- **What is required**
All lines with the word "main" in the material below are required.

=== Begin Enclosure ===

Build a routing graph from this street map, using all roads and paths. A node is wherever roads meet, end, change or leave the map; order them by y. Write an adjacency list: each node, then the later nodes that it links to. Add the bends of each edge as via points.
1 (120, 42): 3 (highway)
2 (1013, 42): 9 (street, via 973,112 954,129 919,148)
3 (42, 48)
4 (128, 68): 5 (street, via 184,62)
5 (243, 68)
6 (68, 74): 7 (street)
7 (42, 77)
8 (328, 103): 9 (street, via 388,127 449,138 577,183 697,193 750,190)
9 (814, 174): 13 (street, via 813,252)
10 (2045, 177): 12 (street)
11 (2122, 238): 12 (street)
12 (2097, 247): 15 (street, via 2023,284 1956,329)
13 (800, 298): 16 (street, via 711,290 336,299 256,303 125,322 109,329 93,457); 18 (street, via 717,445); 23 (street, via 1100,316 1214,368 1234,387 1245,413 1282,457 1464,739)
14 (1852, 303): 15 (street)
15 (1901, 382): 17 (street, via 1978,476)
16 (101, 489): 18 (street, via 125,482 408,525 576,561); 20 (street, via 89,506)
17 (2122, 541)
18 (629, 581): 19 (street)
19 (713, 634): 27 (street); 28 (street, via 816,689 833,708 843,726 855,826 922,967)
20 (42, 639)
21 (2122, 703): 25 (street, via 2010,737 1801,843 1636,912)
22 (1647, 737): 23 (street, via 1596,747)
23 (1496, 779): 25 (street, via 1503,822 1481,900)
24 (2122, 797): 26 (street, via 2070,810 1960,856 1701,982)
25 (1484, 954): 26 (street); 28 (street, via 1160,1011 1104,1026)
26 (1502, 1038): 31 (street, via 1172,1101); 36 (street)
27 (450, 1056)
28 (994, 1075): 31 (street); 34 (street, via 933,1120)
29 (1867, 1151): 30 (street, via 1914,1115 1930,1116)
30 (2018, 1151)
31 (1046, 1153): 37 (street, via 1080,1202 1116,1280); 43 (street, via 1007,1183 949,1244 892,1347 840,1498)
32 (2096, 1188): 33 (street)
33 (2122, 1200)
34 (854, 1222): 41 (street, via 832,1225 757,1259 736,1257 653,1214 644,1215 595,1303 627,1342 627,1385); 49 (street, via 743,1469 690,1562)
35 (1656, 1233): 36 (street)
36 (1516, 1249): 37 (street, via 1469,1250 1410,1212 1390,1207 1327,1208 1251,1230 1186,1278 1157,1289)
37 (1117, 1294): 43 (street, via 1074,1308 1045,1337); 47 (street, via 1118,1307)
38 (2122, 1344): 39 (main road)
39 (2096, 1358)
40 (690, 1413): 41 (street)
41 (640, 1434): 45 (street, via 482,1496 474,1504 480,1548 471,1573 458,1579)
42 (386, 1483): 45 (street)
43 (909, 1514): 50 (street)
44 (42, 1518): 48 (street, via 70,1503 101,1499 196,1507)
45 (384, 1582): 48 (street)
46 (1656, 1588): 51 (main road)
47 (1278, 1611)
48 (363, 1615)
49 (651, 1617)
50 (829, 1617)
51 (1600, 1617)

=== End Enclosure ===

- **Written solution**
38 (2122, 1344): 39 (main road)
46 (1656, 1588): 51 (main road)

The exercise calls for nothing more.